Die Instrumente übernehmen währenddessen die Verdeutlichung von Stimmungen und geben psychologische Anhaltspunkte – eine Aufgabe, die das ORF-Radio-Symphonieorchester Wien unter Michael Boder routiniert und akkurat, doch auch mit Lust an Sinnlichkeit erfüllt. Denn Schreiers Partitur ist über Strecken eine muntere Stilmontage, aus der sich bunte Allusionen an die Musikgeschichte im Allgemeinen und das Opernrepertoire im Besonderen herausschälen lassen.

Vielerlei Einflüsse

Dass der 1979 geborene Aachener Komponist Richard Strauss und Benjamin Britten als Vorbilder nennt, schlägt sich auch akustisch nieder. Tatsächlich fliessen deren Einflüsse mit Versatzstücken aus neuer Musik der 1950er bis 1970er Jahre zusammen, wechseln tonikale Verankerung mit freierer Harmonik und Klangflächen mit parodistischen Walzer-Paraphrasen für den bigotten Pastor von Kurt Streit.

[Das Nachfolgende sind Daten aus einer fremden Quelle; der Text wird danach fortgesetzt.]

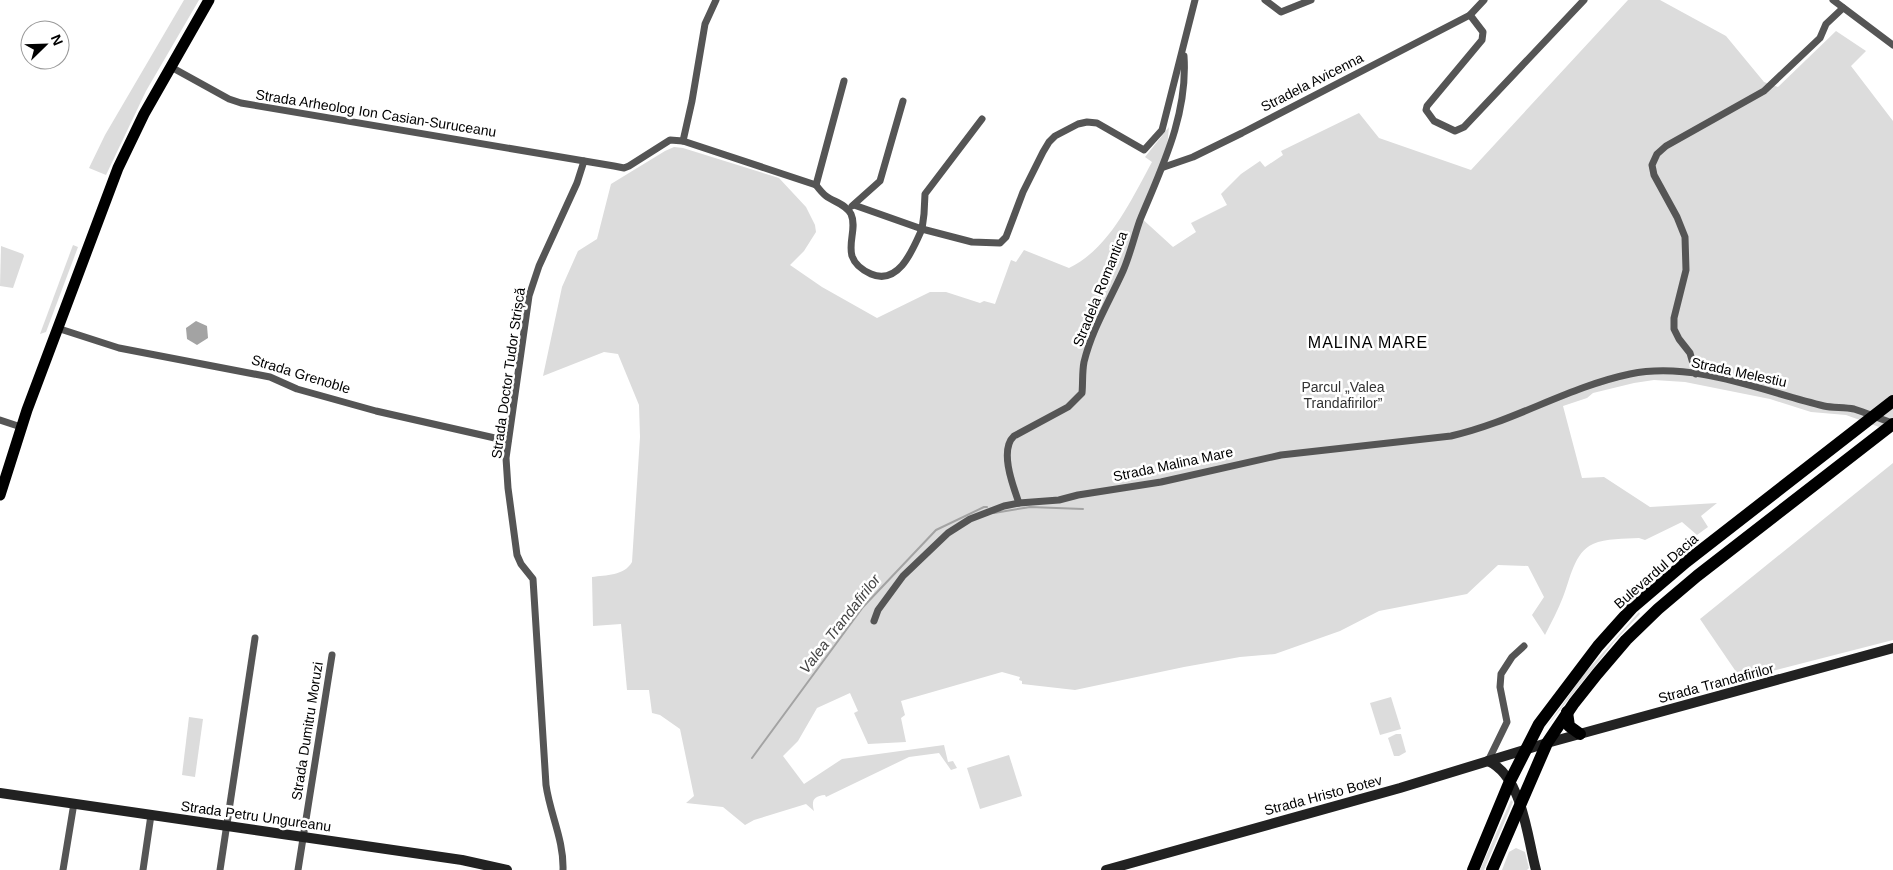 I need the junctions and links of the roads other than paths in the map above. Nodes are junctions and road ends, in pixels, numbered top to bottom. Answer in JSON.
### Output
{"nodes":[{"id":1,"x":209,"y":0,"type":"edge"},
{"id":2,"x":716,"y":0,"type":"edge"},
{"id":3,"x":1195,"y":0,"type":"edge"},
{"id":4,"x":1265,"y":0,"type":"edge"},
{"id":5,"x":1311,"y":0,"type":"edge"},
{"id":6,"x":1484,"y":0,"type":"edge"},
{"id":7,"x":1584,"y":0,"type":"edge"},
{"id":8,"x":1833,"y":0,"type":"edge"},
{"id":9,"x":1842,"y":8,"type":"junction"},
{"id":10,"x":1470,"y":15,"type":"junction"},
{"id":11,"x":1893,"y":45,"type":"edge"},
{"id":12,"x":1183,"y":51,"type":"junction"},
{"id":13,"x":171,"y":67,"type":"junction"},
{"id":14,"x":844,"y":81,"type":"dead end"},
{"id":15,"x":903,"y":101,"type":"dead end"},
{"id":16,"x":982,"y":119,"type":"dead end"},
{"id":17,"x":683,"y":142,"type":"junction"},
{"id":18,"x":584,"y":161,"type":"junction"},
{"id":19,"x":1164,"y":166,"type":"junction"},
{"id":20,"x":816,"y":185,"type":"junction"},
{"id":21,"x":851,"y":208,"type":"junction"},
{"id":22,"x":922,"y":229,"type":"junction"},
{"id":23,"x":57,"y":328,"type":"junction"},
{"id":24,"x":1696,"y":374,"type":"junction"},
{"id":25,"x":1893,"y":401,"type":"edge"},
{"id":26,"x":1522,"y":411,"type":"joint"},
{"id":27,"x":0,"y":420,"type":"edge"},
{"id":28,"x":1893,"y":424,"type":"edge"},
{"id":29,"x":21,"y":427,"type":"junction"},
{"id":30,"x":508,"y":441,"type":"junction"},
{"id":31,"x":0,"y":495,"type":"edge"},
{"id":32,"x":1019,"y":503,"type":"junction"},
{"id":33,"x":874,"y":622,"type":"dead end"},
{"id":34,"x":255,"y":638,"type":"dead end"},
{"id":35,"x":1524,"y":646,"type":"dead end"},
{"id":36,"x":1893,"y":648,"type":"edge"},
{"id":37,"x":332,"y":655,"type":"dead end"},
{"id":38,"x":1567,"y":712,"type":"junction"},
{"id":39,"x":1580,"y":734,"type":"junction"},
{"id":40,"x":1547,"y":743,"type":"junction"},
{"id":41,"x":1525,"y":750,"type":"junction"},
{"id":42,"x":1488,"y":761,"type":"junction"},
{"id":43,"x":1510,"y":782,"type":"junction"},
{"id":44,"x":0,"y":793,"type":"edge"},
{"id":45,"x":74,"y":804,"type":"junction"},
{"id":46,"x":1520,"y":806,"type":"junction"},
{"id":47,"x":151,"y":814,"type":"junction"},
{"id":48,"x":226,"y":826,"type":"junction"},
{"id":49,"x":304,"y":837,"type":"junction"},
{"id":50,"x":63,"y":870,"type":"edge"},
{"id":51,"x":143,"y":870,"type":"edge"},
{"id":52,"x":220,"y":870,"type":"edge"},
{"id":53,"x":298,"y":870,"type":"edge"},
{"id":54,"x":507,"y":870,"type":"edge"},
{"id":55,"x":563,"y":870,"type":"edge"},
{"id":56,"x":1106,"y":870,"type":"edge"},
{"id":57,"x":1473,"y":870,"type":"edge"},
{"id":58,"x":1492,"y":870,"type":"edge"},
{"id":59,"x":1536,"y":870,"type":"edge"}],
"edges":[{"from":1,"to":13,"type":"main road"},
{"from":2,"to":17,"type":"street"},
{"from":3,"to":12,"type":"street"},
{"from":4,"to":5,"type":"street"},
{"from":6,"to":10,"type":"street","name":"Stradela Avicenna"},
{"from":7,"to":10,"type":"street"},
{"from":8,"to":9,"type":"street"},
{"from":9,"to":11,"type":"street"},
{"from":9,"to":24,"type":"street"},
{"from":10,"to":19,"type":"street","name":"Stradela Avicenna"},
{"from":12,"to":19,"type":"street","name":"Stradela Romantica"},
{"from":12,"to":22,"type":"street"},
{"from":13,"to":18,"type":"street","name":"Strada Arheolog Ion Casian-Suruceanu"},
{"from":13,"to":23,"type":"main road"},
{"from":14,"to":20,"type":"street"},
{"from":15,"to":21,"type":"street"},
{"from":16,"to":22,"type":"street"},
{"from":17,"to":18,"type":"street"},
{"from":17,"to":20,"type":"street"},
{"from":18,"to":30,"type":"street","name":"Strada Doctor Tudor Strișcă"},
{"from":19,"to":32,"type":"street","name":"Stradela Romantica"},
{"from":20,"to":21,"type":"street"},
{"from":21,"to":22,"type":"street"},
{"from":21,"to":22,"type":"street"},
{"from":23,"to":29,"type":"main road"},
{"from":23,"to":30,"type":"street","name":"Strada Grenoble"},
{"from":24,"to":26,"type":"street","name":"Strada Melestiu"},
{"from":24,"to":28,"type":"street","name":"Strada Melestiu"},
{"from":25,"to":41,"type":"highway","name":"Bulevardul Dacia"},
{"from":26,"to":32,"type":"street","name":"Strada Malina Mare"},
{"from":27,"to":29,"type":"street"},
{"from":28,"to":38,"type":"highway"},
{"from":29,"to":31,"type":"main road"},
{"from":30,"to":55,"type":"street","name":"Strada Doctor Tudor Strișcă"},
{"from":32,"to":33,"type":"street","name":"Strada Malina Mare"},
{"from":34,"to":48,"type":"street"},
{"from":35,"to":42,"type":"street"},
{"from":36,"to":39,"type":"main road","name":"Strada Trandafirilor"},
{"from":37,"to":49,"type":"street","name":"Strada Dumitru Moruzi"},
{"from":38,"to":39,"type":"highway"},
{"from":38,"to":40,"type":"highway"},
{"from":39,"to":40,"type":"main road","name":"Strada Trandafirilor"},
{"from":40,"to":41,"type":"main road","name":"Strada Hristo Botev"},
{"from":40,"to":46,"type":"highway"},
{"from":41,"to":42,"type":"main road","name":"Strada Hristo Botev"},
{"from":41,"to":43,"type":"highway","name":"Bulevardul Dacia"},
{"from":42,"to":43,"type":"main road"},
{"from":42,"to":56,"type":"main road","name":"Strada Hristo Botev"},
{"from":43,"to":46,"type":"main road"},
{"from":43,"to":57,"type":"highway","name":"Bulevardul Dacia"},
{"from":44,"to":45,"type":"main road","name":"Strada Petru Ungureanu"},
{"from":45,"to":47,"type":"main road","name":"Strada Petru Ungureanu"},
{"from":45,"to":50,"type":"street"},
{"from":46,"to":58,"type":"highway"},
{"from":46,"to":59,"type":"main road"},
{"from":47,"to":48,"type":"main road","name":"Strada Petru Ungureanu"},
{"from":47,"to":51,"type":"street"},
{"from":48,"to":49,"type":"main road","name":"Strada Petru Ungureanu"},
{"from":48,"to":52,"type":"street"},
{"from":49,"to":53,"type":"street","name":"Strada Dumitru Moruzi"},
{"from":49,"to":54,"type":"main road","name":"Strada Petru Ungureanu"}]}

Dies alles ist gediegen und wirkungsvoll gearbeitet, so dass es nicht verwundert, dass am Ende die Tonrepetitionen vom Beginn wiederkehren. «Der Rest ist Schweigen», sagt der tote König. Als ob solche Schlichtheit sonst die Banalität streifen könnte, intoniert Kowalski hier keine Aussage, sondern eine Frage. Dann ist es still.